As the heel of Italy’s boot, Puglia packs in 500 miles (800 km) of coastline on two seas, the Ionian and the Adriatic. Both offer up one sandy beach after another, each backed with impossibly turquoise waters, and along with predictably hot weather and the wild landscape, the region closely resembles Greece, even down to its whitewashed seaside towns.
The sea is calm and warm along most of Puglia’s coastline; the cliffs and sea stacks of the Gargagno in the north gradually give way to some of Italy’s best beaches such as the sandy expanses at Polignano a Mare and Otranto, although south of Bari many beaches turn to pebble. The major cities of Bari and Brindisi both sit on the Adriatic and are major ports as well as gateways to the southern Mediterranean. Nonetheless, the waters around these cities remain pristine, with the marshy wetlands of the Natural Maritime Reserve of Torre Guaceto found just north of Brindisi, an area of sparkling white sand and schools of fish flitting under rocks in crystal-clear seas.

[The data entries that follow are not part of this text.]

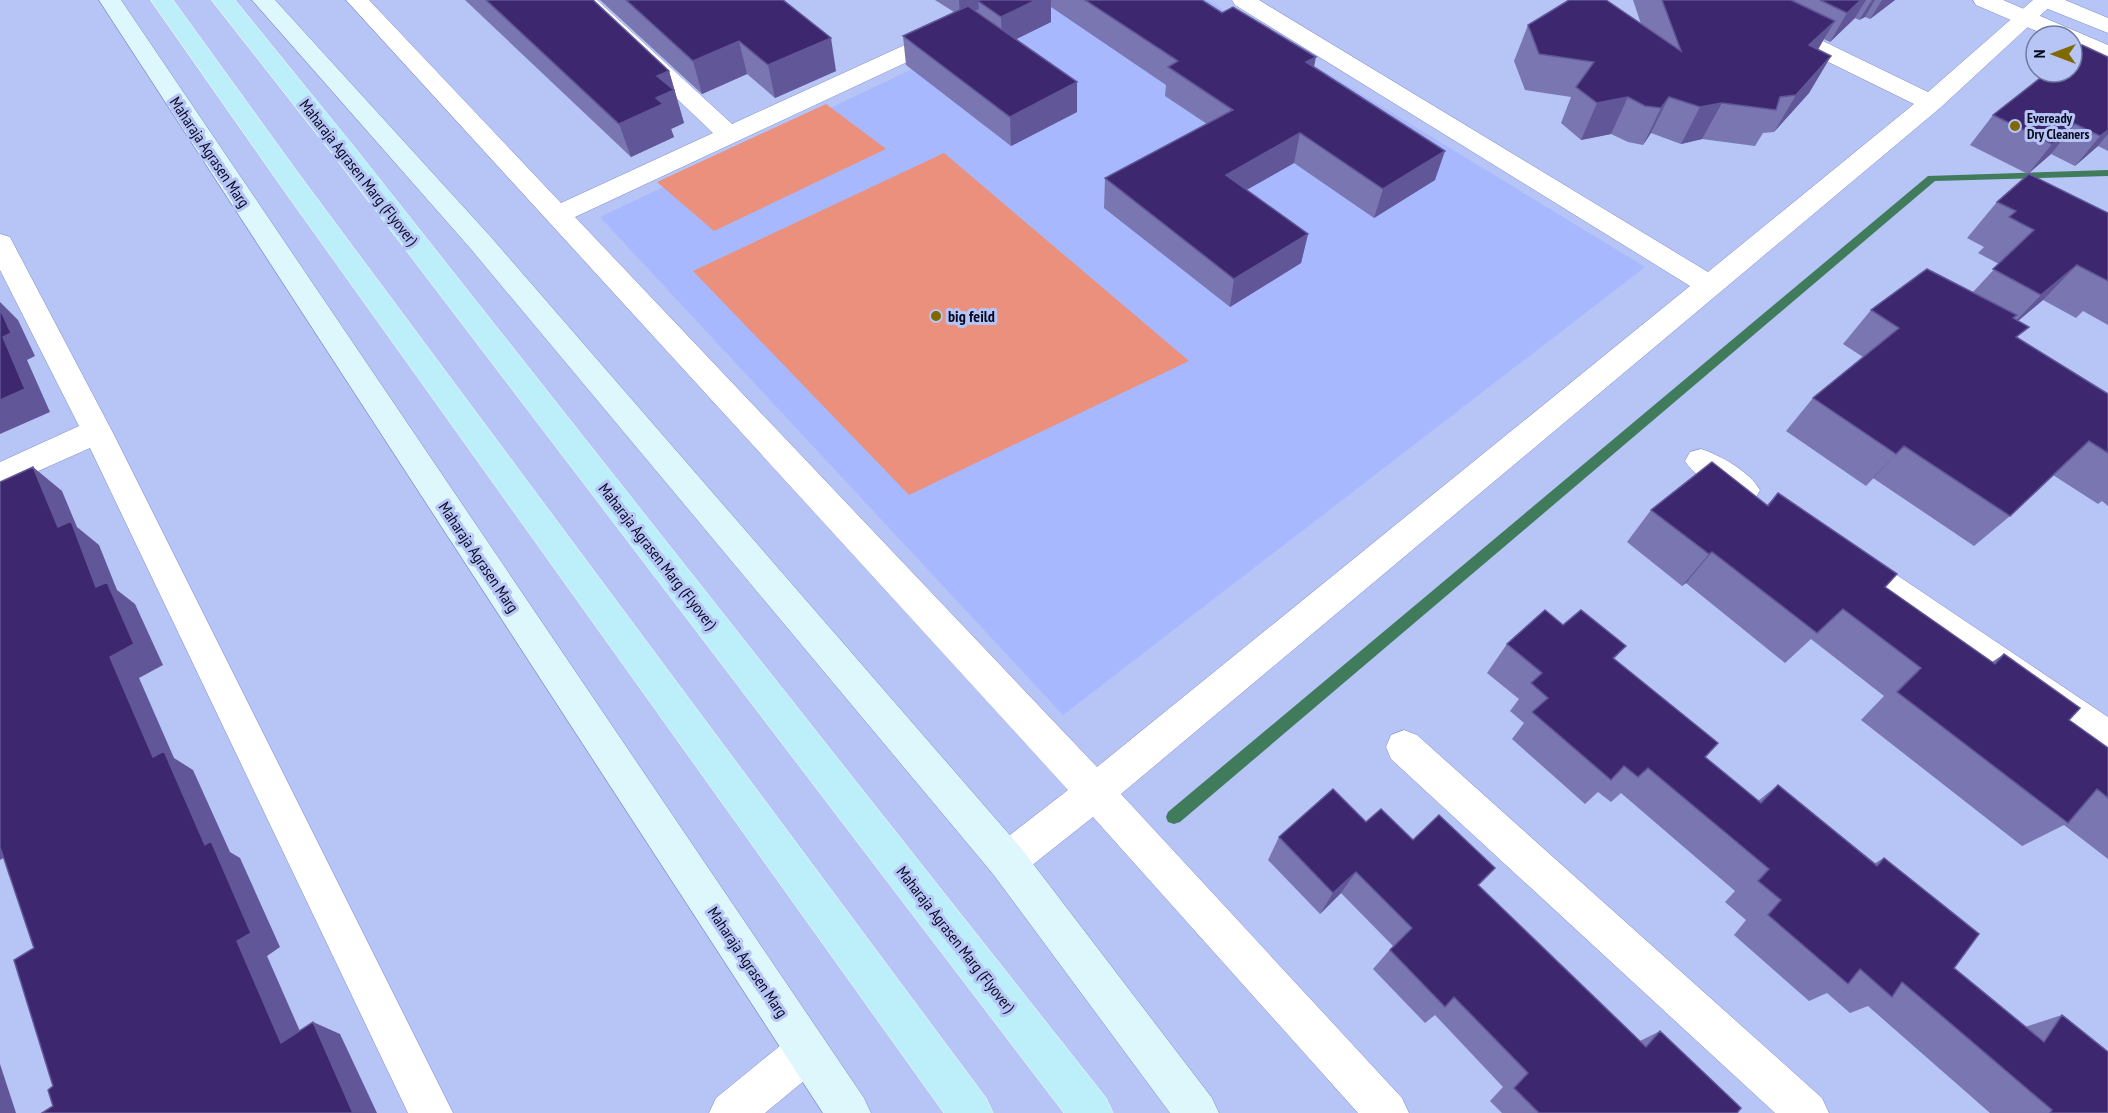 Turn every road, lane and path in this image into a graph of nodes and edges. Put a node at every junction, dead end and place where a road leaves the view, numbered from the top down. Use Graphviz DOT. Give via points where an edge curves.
graph roads {
  1 [pos="110,0"];
  2 [pos="162,0"];
  3 [pos="222,0"];
  4 [pos="263,0"];
  5 [pos="357,0"];
  6 [pos="584,0"];
  7 [pos="1021,0"];
  8 [pos="1243,0"];
  9 [pos="1720,0"];
  10 [pos="1984,0"];
  11 [pos="2039,6"];
  12 [pos="2056,24"];
  13 [pos="2108,26"];
  14 [pos="2084,43"];
  15 [pos="2108,54"];
  16 [pos="1931,103"];
  17 [pos="729,135"];
  18 [pos="557,215"];
  19 [pos="0,243"];
  20 [pos="1709,285"];
  21 [pos="97,431"];
  22 [pos="1701,461"];
  23 [pos="0,476"];
  24 [pos="1770,508"];
  25 [pos="1820,542"];
  26 [pos="2108,737"];
  27 [pos="1404,747"];
  28 [pos="1095,792"];
  29 [pos="1007,861"];
  30 [pos="807,1051"];
  31 [pos="431,1113"];
  32 [pos="731,1113"];
  33 [pos="849,1113"];
  34 [pos="971,1113"];
  35 [pos="1091,1113"];
  36 [pos="1197,1113"];
  37 [pos="1387,1113"];
  38 [pos="1806,1113"];
  1 -- 30 [label="main road, Maharaja Agrasen Marg"];
  2 -- 34 [label="main road"];
  3 -- 35 [label="main road, Maharaja Agrasen Marg (Flyover)" via="357,168"];
  4 -- 29 [label="main road" via="480,242"];
  5 -- 18 [label="street"];
  6 -- 17 [label="street"];
  7 -- 17 [label="street"];
  8 -- 20 [label="street"];
  9 -- 16 [label="street"];
  10 -- 11 [label="street"];
  11 -- 12 [label="street"];
  11 -- 13 [label="street"];
  11 -- 16 [label="street"];
  14 -- 15 [label="street"];
  16 -- 20 [label="street"];
  17 -- 18 [label="street"];
  18 -- 28 [label="street"];
  19 -- 21 [label="street"];
  20 -- 28 [label="street"];
  21 -- 23 [label="street"];
  21 -- 31 [label="street"];
  22 -- 24 [label="street"];
  25 -- 26 [label="street"];
  27 -- 38 [label="street"];
  28 -- 29 [label="street"];
  28 -- 37 [label="street"];
  29 -- 36 [label="main road"];
  30 -- 32 [label="street"];
  30 -- 33 [label="main road, Maharaja Agrasen Marg"];
} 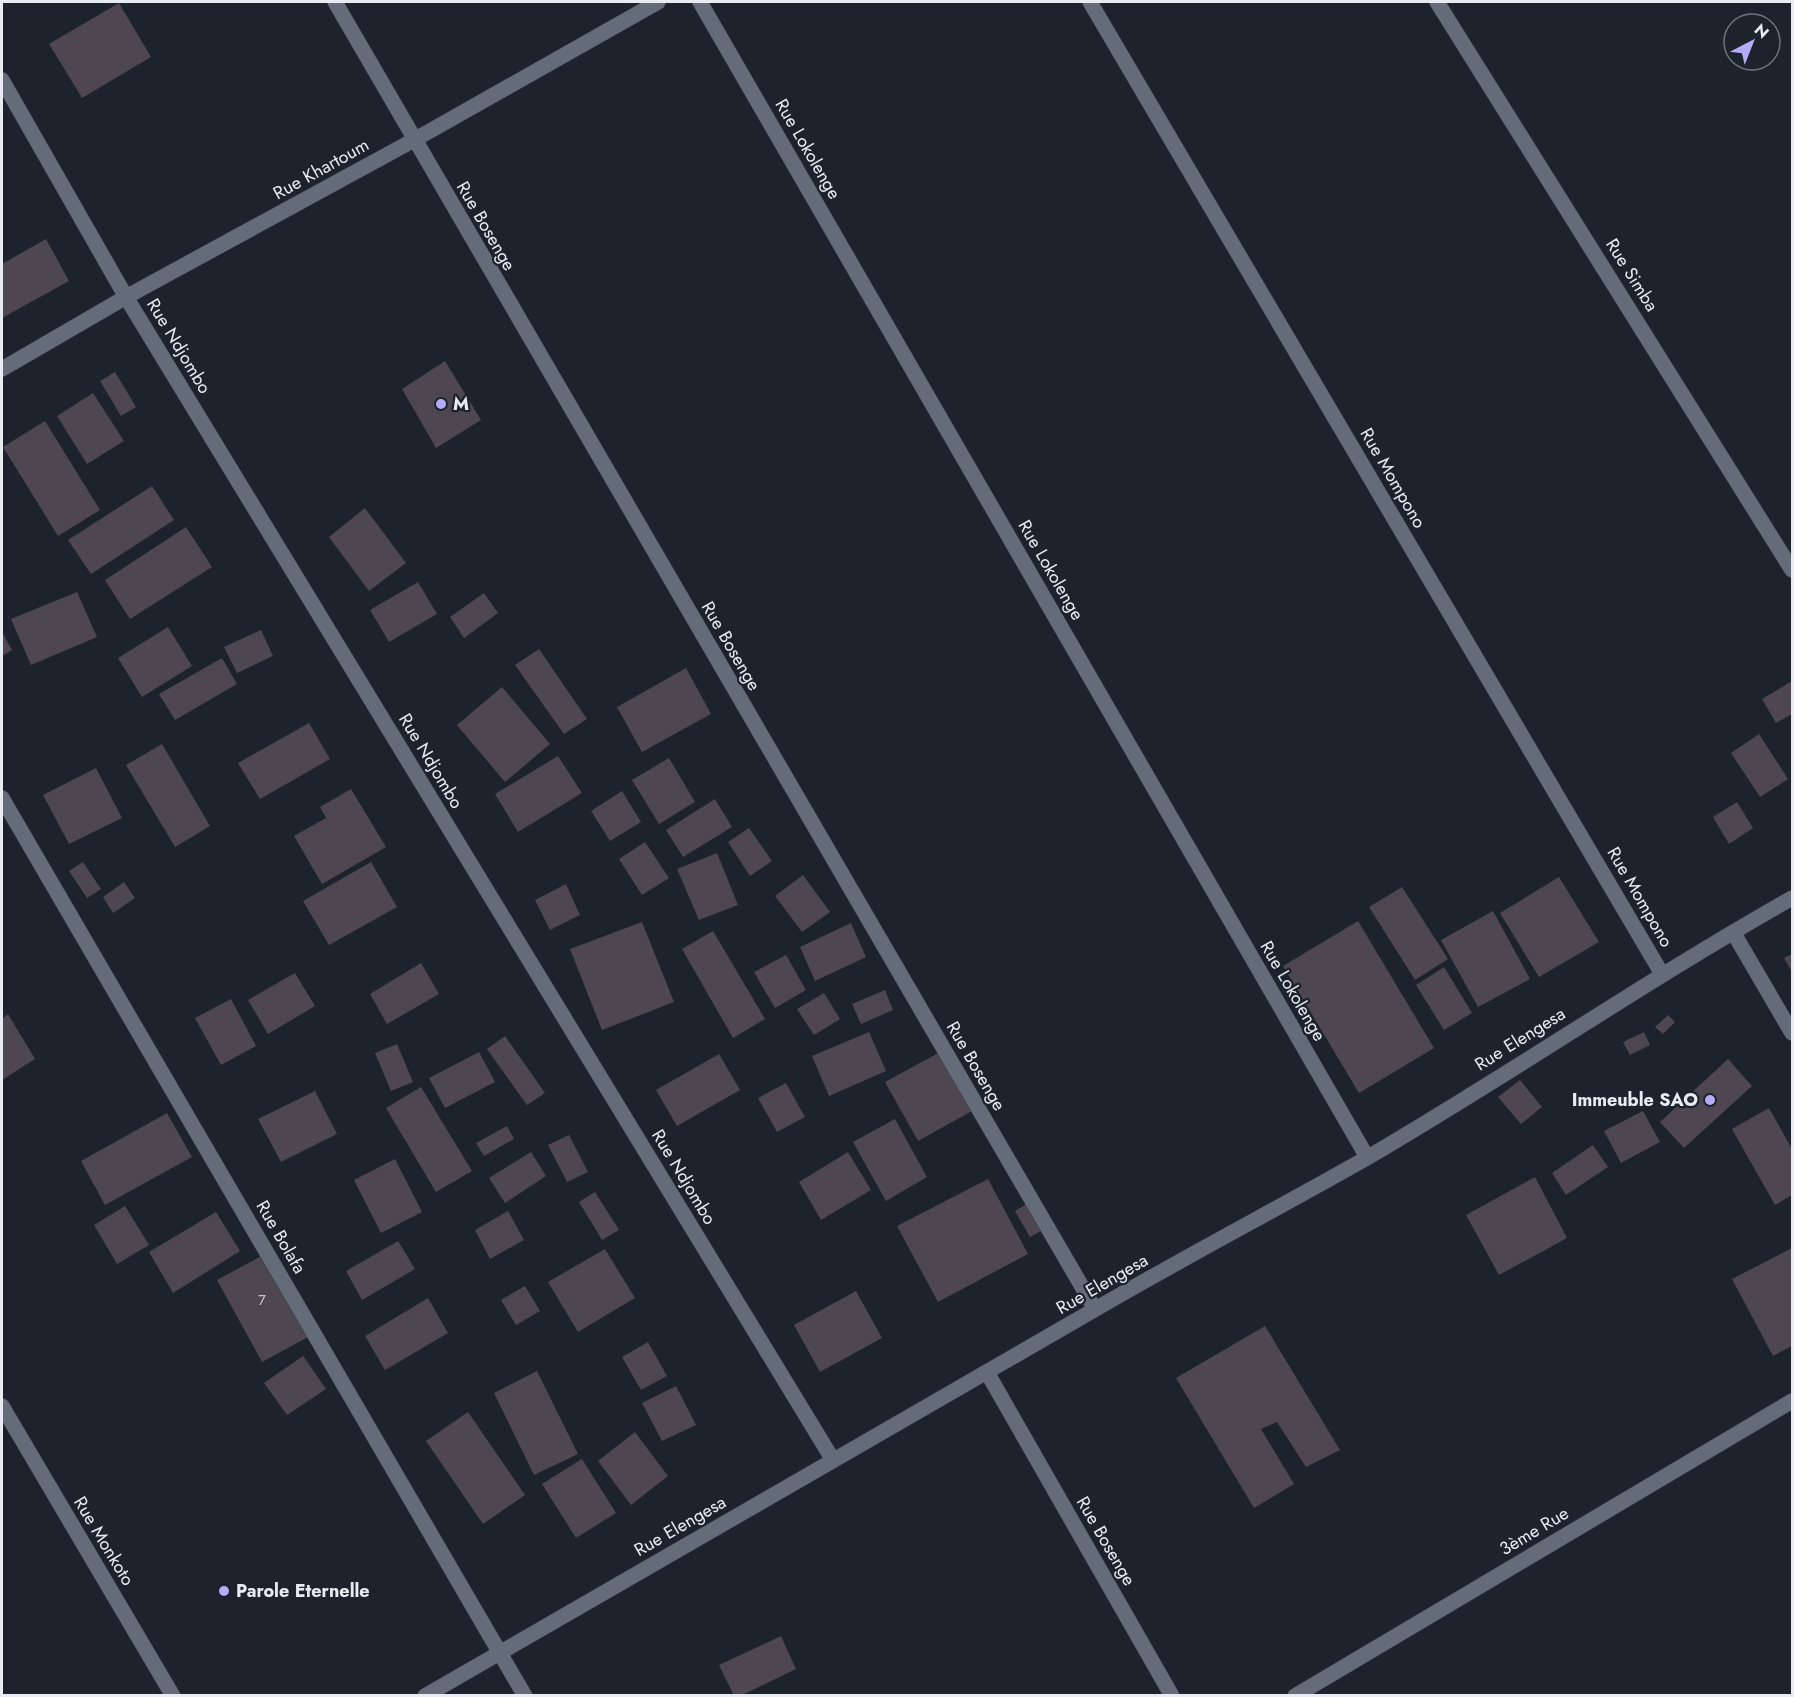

After hitting the Salento in the south, the shore turns to limestone cliffs; inlets become fjord-like in shape, beaches shrunk to miniscule sandy coves and strange rock formations line the waters’ edge. Little, whitewashed hill towns perch above the sea, including Santa Maria di Leuca; moving west from there is the sandy delight of Marina di Salve, and beyond that Rivabella and Taranto, both boasting lengthy soft strips of sand, alternating neatly with rocky outcrops, lagoons and cozy little bays.